DATASET RECORDS section start

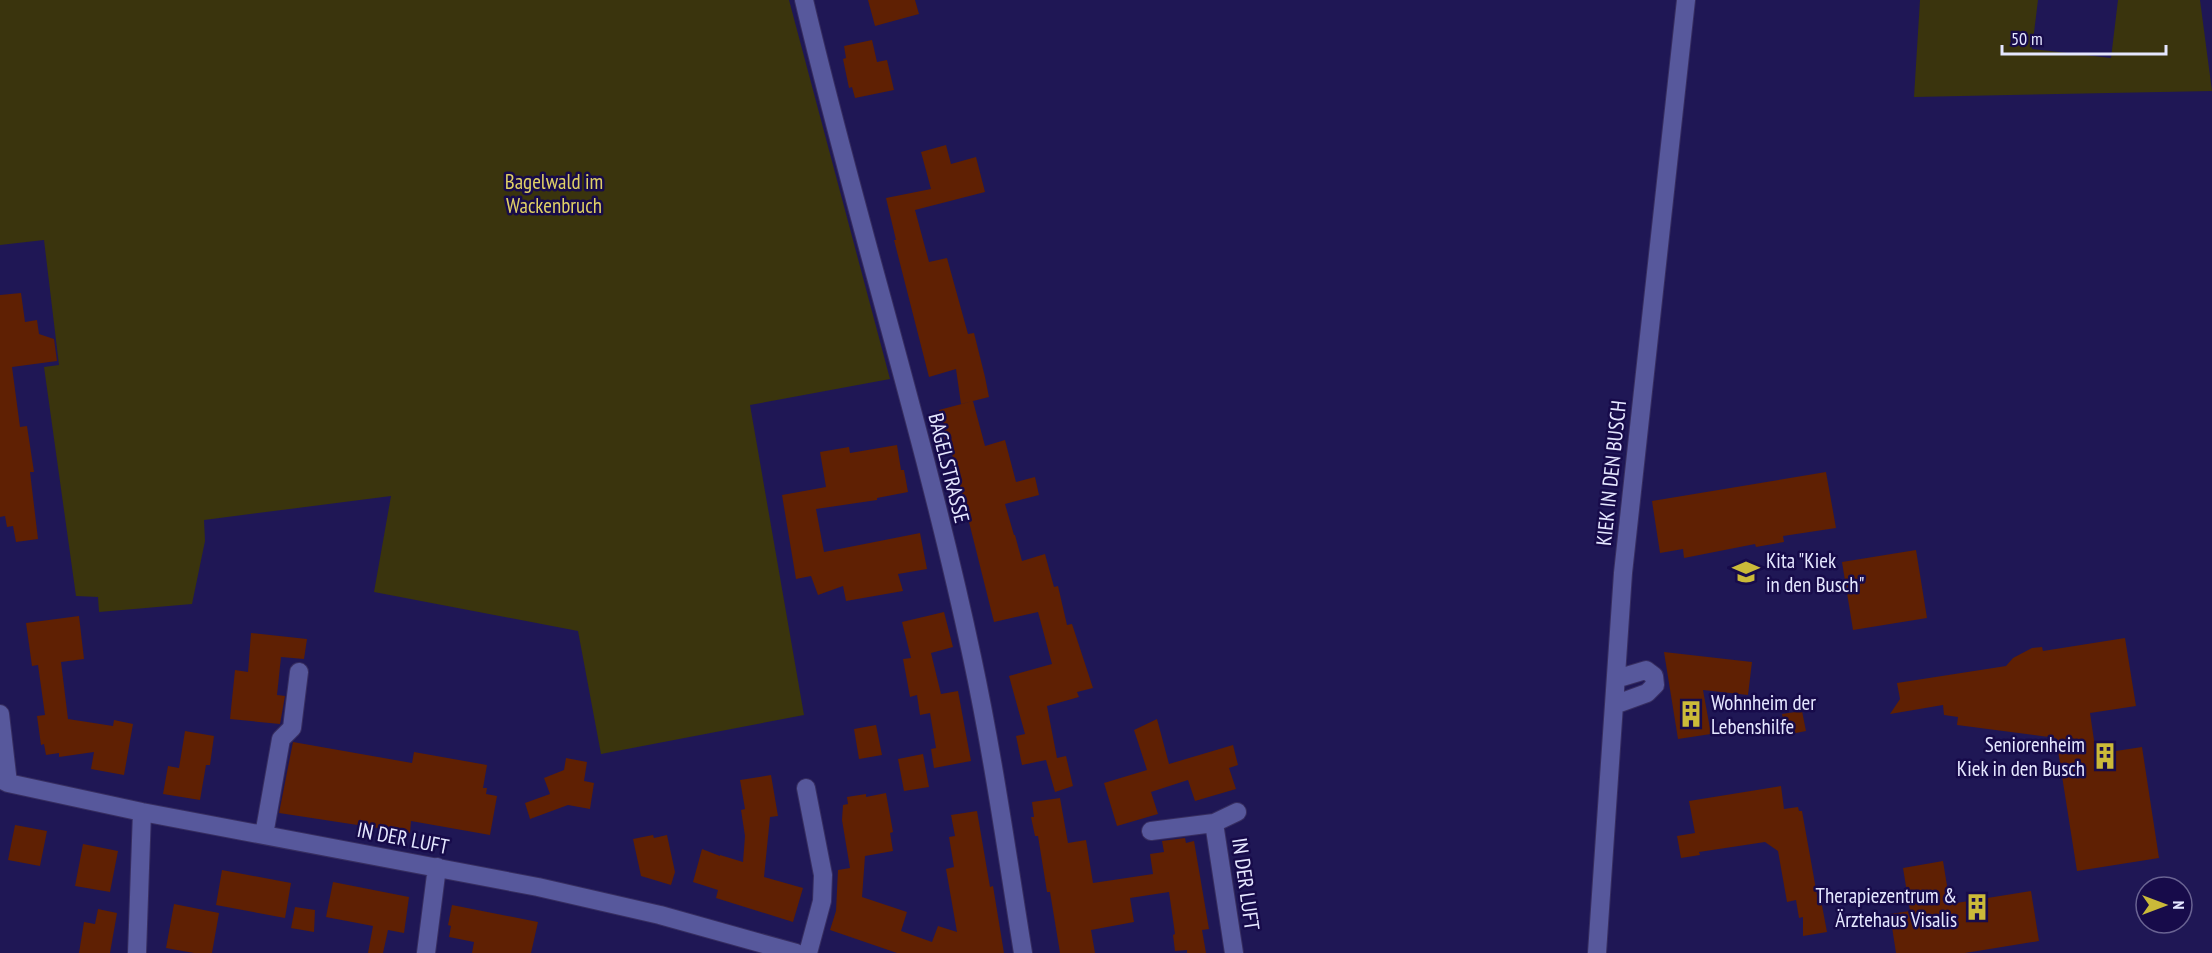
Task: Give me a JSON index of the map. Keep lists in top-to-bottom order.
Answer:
{
  "streets": {
    "street": ["BAGELSTRASSE", "KIEK IN DEN BUSCH", "IN DER LUFT"]
  },
  "parks": ["Bagelwald im Wackenbruch"],
  "places": {
    "school or university": ["Kita \"Kiek in den Busch\""],
    "building": ["Wohnheim der Lebenshilfe", "Seniorenheim Kiek in den Busch", "Therapiezentrum & Ärztehaus Visalis"]
  },
  "scale_bar": "50 m",
  "north": "right"
}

DATASET RECORDS section end

YOUR ASSIGNMENT: Pictures aside, restate all of the entries exactly.

OUTPUT:
Task: Give me a JSON index of the map. Keep lists in top-to-bottom order.
Answer:
{
  "streets": {
    "street": ["BAGELSTRASSE", "KIEK IN DEN BUSCH", "IN DER LUFT"]
  },
  "parks": ["Bagelwald im Wackenbruch"],
  "places": {
    "school or university": ["Kita \"Kiek in den Busch\""],
    "building": ["Wohnheim der Lebenshilfe", "Seniorenheim Kiek in den Busch", "Therapiezentrum & Ärztehaus Visalis"]
  },
  "scale_bar": "50 m",
  "north": "right"
}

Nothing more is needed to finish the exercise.